Please copy each line of the data that includes the string "paths".

(Material to process Opens)

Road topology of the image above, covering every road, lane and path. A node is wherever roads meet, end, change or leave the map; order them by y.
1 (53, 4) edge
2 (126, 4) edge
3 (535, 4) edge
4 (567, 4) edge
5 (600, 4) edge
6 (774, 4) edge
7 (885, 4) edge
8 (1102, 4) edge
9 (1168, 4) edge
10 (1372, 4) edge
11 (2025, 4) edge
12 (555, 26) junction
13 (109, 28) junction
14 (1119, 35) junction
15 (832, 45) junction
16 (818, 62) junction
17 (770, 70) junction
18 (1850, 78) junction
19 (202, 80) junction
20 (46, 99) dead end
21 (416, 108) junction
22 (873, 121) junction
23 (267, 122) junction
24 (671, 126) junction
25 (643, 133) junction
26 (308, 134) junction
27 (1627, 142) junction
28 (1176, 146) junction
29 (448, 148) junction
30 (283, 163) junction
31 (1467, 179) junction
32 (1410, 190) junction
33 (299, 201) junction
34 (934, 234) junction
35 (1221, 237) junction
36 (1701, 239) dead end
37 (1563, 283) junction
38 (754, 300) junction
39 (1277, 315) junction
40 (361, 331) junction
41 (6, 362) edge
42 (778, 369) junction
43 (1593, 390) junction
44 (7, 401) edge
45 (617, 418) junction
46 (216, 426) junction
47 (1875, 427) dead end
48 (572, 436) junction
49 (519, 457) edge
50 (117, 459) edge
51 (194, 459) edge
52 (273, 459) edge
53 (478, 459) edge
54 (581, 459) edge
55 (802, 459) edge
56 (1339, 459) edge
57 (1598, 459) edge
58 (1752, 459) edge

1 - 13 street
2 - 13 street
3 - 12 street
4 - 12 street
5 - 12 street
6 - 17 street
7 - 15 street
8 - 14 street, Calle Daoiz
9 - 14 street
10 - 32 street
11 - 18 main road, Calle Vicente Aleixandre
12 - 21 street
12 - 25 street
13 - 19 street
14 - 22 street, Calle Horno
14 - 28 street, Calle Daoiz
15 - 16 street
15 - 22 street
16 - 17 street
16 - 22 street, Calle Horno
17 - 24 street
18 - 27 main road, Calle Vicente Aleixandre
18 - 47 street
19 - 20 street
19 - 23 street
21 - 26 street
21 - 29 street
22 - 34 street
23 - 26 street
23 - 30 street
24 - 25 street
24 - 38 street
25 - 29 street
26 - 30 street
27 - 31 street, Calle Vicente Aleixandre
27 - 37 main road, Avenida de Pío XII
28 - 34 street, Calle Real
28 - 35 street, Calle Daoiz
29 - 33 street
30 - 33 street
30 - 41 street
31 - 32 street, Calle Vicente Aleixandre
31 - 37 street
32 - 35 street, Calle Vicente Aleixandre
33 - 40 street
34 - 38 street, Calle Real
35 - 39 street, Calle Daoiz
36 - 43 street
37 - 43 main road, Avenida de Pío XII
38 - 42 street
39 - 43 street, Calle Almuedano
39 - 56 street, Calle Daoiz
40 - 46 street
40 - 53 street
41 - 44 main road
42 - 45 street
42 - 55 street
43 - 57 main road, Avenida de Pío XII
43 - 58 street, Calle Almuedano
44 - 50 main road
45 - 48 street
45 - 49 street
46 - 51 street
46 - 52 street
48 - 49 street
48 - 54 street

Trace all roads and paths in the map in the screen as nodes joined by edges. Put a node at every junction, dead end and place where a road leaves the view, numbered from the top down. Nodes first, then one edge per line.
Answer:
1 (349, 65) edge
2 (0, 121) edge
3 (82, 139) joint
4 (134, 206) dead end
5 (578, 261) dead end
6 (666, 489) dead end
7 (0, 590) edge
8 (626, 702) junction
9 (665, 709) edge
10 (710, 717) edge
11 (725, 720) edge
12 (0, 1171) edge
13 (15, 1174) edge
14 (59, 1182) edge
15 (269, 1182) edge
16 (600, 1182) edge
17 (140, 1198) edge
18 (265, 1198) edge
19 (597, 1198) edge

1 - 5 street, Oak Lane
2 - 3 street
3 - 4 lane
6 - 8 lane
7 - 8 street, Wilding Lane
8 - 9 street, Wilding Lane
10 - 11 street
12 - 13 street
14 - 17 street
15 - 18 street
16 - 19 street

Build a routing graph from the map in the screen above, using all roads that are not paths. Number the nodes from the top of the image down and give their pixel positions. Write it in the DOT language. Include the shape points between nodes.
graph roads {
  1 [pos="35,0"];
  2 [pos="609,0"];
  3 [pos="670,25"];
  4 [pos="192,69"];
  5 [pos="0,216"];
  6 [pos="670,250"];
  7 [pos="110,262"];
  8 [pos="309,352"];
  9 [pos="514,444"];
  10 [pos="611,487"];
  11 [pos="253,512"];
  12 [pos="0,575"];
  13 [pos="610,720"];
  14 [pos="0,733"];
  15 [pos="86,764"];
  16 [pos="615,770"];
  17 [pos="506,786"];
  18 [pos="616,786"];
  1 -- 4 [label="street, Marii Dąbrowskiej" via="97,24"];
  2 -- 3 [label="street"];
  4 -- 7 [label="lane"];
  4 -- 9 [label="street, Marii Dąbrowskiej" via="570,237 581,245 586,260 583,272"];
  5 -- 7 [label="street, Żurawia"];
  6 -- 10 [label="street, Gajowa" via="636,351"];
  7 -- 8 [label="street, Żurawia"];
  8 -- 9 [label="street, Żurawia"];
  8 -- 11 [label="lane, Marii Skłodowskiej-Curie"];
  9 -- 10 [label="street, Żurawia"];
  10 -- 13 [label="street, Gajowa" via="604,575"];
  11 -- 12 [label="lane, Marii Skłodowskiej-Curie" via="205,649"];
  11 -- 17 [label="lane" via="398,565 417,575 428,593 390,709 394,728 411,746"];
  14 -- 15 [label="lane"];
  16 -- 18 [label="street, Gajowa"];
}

(Material to process Closes)

* **Worked solution**
Trace all roads and paths in the map in the screen as nodes joined by edges. Put a node at every junction, dead end and place where a road leaves the view, numbered from the top down. Nodes first, then one edge per line.
Build a routing graph from the map in the screen above, using all roads that are not paths. Number the nodes from the top of the image down and give their pixel positions. Write it in the DOT language. Include the shape points between nodes.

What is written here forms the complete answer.